[Provided information — start]

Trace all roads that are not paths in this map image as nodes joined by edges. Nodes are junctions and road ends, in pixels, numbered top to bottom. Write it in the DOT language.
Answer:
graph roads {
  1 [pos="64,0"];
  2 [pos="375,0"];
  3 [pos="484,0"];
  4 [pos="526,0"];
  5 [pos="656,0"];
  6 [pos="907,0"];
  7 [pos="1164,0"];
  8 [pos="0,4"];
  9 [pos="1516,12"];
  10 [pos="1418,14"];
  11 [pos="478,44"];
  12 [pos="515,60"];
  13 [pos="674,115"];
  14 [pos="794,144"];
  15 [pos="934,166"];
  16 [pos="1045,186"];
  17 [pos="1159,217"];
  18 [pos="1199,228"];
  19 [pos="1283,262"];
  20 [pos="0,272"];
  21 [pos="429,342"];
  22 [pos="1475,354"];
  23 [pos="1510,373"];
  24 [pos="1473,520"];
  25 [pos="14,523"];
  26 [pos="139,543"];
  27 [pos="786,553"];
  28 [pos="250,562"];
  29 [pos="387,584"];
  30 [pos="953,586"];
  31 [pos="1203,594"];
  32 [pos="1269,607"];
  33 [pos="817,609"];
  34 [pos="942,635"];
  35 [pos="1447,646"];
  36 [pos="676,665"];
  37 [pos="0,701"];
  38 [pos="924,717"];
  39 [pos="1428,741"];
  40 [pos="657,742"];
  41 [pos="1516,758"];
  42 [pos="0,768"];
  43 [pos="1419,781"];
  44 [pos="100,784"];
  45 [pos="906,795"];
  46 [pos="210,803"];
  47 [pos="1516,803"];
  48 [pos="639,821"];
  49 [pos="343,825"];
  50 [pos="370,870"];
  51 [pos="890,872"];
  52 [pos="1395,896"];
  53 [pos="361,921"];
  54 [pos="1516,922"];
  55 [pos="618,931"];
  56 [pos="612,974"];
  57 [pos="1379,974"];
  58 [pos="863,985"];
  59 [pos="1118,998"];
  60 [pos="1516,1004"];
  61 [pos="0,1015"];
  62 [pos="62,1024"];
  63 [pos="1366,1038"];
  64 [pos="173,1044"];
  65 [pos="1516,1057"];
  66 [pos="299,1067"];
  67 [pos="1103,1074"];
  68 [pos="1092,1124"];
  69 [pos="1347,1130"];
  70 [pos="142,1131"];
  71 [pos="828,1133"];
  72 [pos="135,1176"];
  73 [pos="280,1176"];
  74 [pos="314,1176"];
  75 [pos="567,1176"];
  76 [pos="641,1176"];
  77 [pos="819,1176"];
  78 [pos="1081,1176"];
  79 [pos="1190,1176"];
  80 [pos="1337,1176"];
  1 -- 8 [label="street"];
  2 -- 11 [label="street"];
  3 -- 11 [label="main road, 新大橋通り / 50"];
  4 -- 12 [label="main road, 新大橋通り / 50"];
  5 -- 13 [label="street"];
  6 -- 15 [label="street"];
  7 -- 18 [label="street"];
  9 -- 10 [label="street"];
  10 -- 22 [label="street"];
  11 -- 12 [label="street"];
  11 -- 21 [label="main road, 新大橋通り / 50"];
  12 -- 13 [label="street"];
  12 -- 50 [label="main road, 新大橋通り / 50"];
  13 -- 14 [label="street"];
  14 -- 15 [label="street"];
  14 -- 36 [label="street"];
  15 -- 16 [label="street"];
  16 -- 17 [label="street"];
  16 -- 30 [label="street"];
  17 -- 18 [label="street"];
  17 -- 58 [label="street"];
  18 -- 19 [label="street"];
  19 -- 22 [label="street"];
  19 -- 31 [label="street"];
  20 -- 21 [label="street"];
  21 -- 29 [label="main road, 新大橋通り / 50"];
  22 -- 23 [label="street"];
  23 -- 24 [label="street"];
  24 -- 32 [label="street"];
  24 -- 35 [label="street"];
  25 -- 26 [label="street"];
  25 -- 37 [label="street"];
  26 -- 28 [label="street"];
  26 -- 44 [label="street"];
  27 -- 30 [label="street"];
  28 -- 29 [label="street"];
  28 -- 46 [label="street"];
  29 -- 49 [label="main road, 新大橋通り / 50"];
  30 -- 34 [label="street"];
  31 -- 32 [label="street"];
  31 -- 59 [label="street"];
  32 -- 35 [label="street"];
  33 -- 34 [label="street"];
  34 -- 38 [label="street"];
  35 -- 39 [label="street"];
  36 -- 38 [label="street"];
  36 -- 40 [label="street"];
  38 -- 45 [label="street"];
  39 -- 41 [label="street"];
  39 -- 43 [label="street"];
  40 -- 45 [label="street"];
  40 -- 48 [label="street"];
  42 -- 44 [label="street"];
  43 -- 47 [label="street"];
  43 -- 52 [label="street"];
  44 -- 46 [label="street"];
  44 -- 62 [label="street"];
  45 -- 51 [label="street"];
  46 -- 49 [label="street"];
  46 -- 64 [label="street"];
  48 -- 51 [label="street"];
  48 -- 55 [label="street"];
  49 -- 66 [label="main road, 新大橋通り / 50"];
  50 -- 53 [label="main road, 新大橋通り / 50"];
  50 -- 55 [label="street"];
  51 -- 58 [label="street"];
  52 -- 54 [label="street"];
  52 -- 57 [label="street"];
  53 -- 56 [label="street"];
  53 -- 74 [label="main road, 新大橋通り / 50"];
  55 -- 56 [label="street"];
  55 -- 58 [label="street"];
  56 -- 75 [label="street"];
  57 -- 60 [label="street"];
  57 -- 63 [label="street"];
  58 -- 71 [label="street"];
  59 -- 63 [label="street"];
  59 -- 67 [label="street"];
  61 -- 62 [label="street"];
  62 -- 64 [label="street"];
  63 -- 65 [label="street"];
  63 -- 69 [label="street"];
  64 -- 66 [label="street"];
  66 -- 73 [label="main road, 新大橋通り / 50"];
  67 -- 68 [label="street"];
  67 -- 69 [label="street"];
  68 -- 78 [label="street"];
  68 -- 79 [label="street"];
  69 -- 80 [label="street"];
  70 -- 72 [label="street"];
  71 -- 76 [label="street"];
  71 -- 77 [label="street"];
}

[Provided information — finish]

Aim of the task: Exactness is what counts here: write out every record again.

Output:
Trace all roads that are not paths in this map image as nodes joined by edges. Nodes are junctions and road ends, in pixels, numbered top to bottom. Write it in the DOT language.
Answer:
graph roads {
  1 [pos="64,0"];
  2 [pos="375,0"];
  3 [pos="484,0"];
  4 [pos="526,0"];
  5 [pos="656,0"];
  6 [pos="907,0"];
  7 [pos="1164,0"];
  8 [pos="0,4"];
  9 [pos="1516,12"];
  10 [pos="1418,14"];
  11 [pos="478,44"];
  12 [pos="515,60"];
  13 [pos="674,115"];
  14 [pos="794,144"];
  15 [pos="934,166"];
  16 [pos="1045,186"];
  17 [pos="1159,217"];
  18 [pos="1199,228"];
  19 [pos="1283,262"];
  20 [pos="0,272"];
  21 [pos="429,342"];
  22 [pos="1475,354"];
  23 [pos="1510,373"];
  24 [pos="1473,520"];
  25 [pos="14,523"];
  26 [pos="139,543"];
  27 [pos="786,553"];
  28 [pos="250,562"];
  29 [pos="387,584"];
  30 [pos="953,586"];
  31 [pos="1203,594"];
  32 [pos="1269,607"];
  33 [pos="817,609"];
  34 [pos="942,635"];
  35 [pos="1447,646"];
  36 [pos="676,665"];
  37 [pos="0,701"];
  38 [pos="924,717"];
  39 [pos="1428,741"];
  40 [pos="657,742"];
  41 [pos="1516,758"];
  42 [pos="0,768"];
  43 [pos="1419,781"];
  44 [pos="100,784"];
  45 [pos="906,795"];
  46 [pos="210,803"];
  47 [pos="1516,803"];
  48 [pos="639,821"];
  49 [pos="343,825"];
  50 [pos="370,870"];
  51 [pos="890,872"];
  52 [pos="1395,896"];
  53 [pos="361,921"];
  54 [pos="1516,922"];
  55 [pos="618,931"];
  56 [pos="612,974"];
  57 [pos="1379,974"];
  58 [pos="863,985"];
  59 [pos="1118,998"];
  60 [pos="1516,1004"];
  61 [pos="0,1015"];
  62 [pos="62,1024"];
  63 [pos="1366,1038"];
  64 [pos="173,1044"];
  65 [pos="1516,1057"];
  66 [pos="299,1067"];
  67 [pos="1103,1074"];
  68 [pos="1092,1124"];
  69 [pos="1347,1130"];
  70 [pos="142,1131"];
  71 [pos="828,1133"];
  72 [pos="135,1176"];
  73 [pos="280,1176"];
  74 [pos="314,1176"];
  75 [pos="567,1176"];
  76 [pos="641,1176"];
  77 [pos="819,1176"];
  78 [pos="1081,1176"];
  79 [pos="1190,1176"];
  80 [pos="1337,1176"];
  1 -- 8 [label="street"];
  2 -- 11 [label="street"];
  3 -- 11 [label="main road, 新大橋通り / 50"];
  4 -- 12 [label="main road, 新大橋通り / 50"];
  5 -- 13 [label="street"];
  6 -- 15 [label="street"];
  7 -- 18 [label="street"];
  9 -- 10 [label="street"];
  10 -- 22 [label="street"];
  11 -- 12 [label="street"];
  11 -- 21 [label="main road, 新大橋通り / 50"];
  12 -- 13 [label="street"];
  12 -- 50 [label="main road, 新大橋通り / 50"];
  13 -- 14 [label="street"];
  14 -- 15 [label="street"];
  14 -- 36 [label="street"];
  15 -- 16 [label="street"];
  16 -- 17 [label="street"];
  16 -- 30 [label="street"];
  17 -- 18 [label="street"];
  17 -- 58 [label="street"];
  18 -- 19 [label="street"];
  19 -- 22 [label="street"];
  19 -- 31 [label="street"];
  20 -- 21 [label="street"];
  21 -- 29 [label="main road, 新大橋通り / 50"];
  22 -- 23 [label="street"];
  23 -- 24 [label="street"];
  24 -- 32 [label="street"];
  24 -- 35 [label="street"];
  25 -- 26 [label="street"];
  25 -- 37 [label="street"];
  26 -- 28 [label="street"];
  26 -- 44 [label="street"];
  27 -- 30 [label="street"];
  28 -- 29 [label="street"];
  28 -- 46 [label="street"];
  29 -- 49 [label="main road, 新大橋通り / 50"];
  30 -- 34 [label="street"];
  31 -- 32 [label="street"];
  31 -- 59 [label="street"];
  32 -- 35 [label="street"];
  33 -- 34 [label="street"];
  34 -- 38 [label="street"];
  35 -- 39 [label="street"];
  36 -- 38 [label="street"];
  36 -- 40 [label="street"];
  38 -- 45 [label="street"];
  39 -- 41 [label="street"];
  39 -- 43 [label="street"];
  40 -- 45 [label="street"];
  40 -- 48 [label="street"];
  42 -- 44 [label="street"];
  43 -- 47 [label="street"];
  43 -- 52 [label="street"];
  44 -- 46 [label="street"];
  44 -- 62 [label="street"];
  45 -- 51 [label="street"];
  46 -- 49 [label="street"];
  46 -- 64 [label="street"];
  48 -- 51 [label="street"];
  48 -- 55 [label="street"];
  49 -- 66 [label="main road, 新大橋通り / 50"];
  50 -- 53 [label="main road, 新大橋通り / 50"];
  50 -- 55 [label="street"];
  51 -- 58 [label="street"];
  52 -- 54 [label="street"];
  52 -- 57 [label="street"];
  53 -- 56 [label="street"];
  53 -- 74 [label="main road, 新大橋通り / 50"];
  55 -- 56 [label="street"];
  55 -- 58 [label="street"];
  56 -- 75 [label="street"];
  57 -- 60 [label="street"];
  57 -- 63 [label="street"];
  58 -- 71 [label="street"];
  59 -- 63 [label="street"];
  59 -- 67 [label="street"];
  61 -- 62 [label="street"];
  62 -- 64 [label="street"];
  63 -- 65 [label="street"];
  63 -- 69 [label="street"];
  64 -- 66 [label="street"];
  66 -- 73 [label="main road, 新大橋通り / 50"];
  67 -- 68 [label="street"];
  67 -- 69 [label="street"];
  68 -- 78 [label="street"];
  68 -- 79 [label="street"];
  69 -- 80 [label="street"];
  70 -- 72 [label="street"];
  71 -- 76 [label="street"];
  71 -- 77 [label="street"];
}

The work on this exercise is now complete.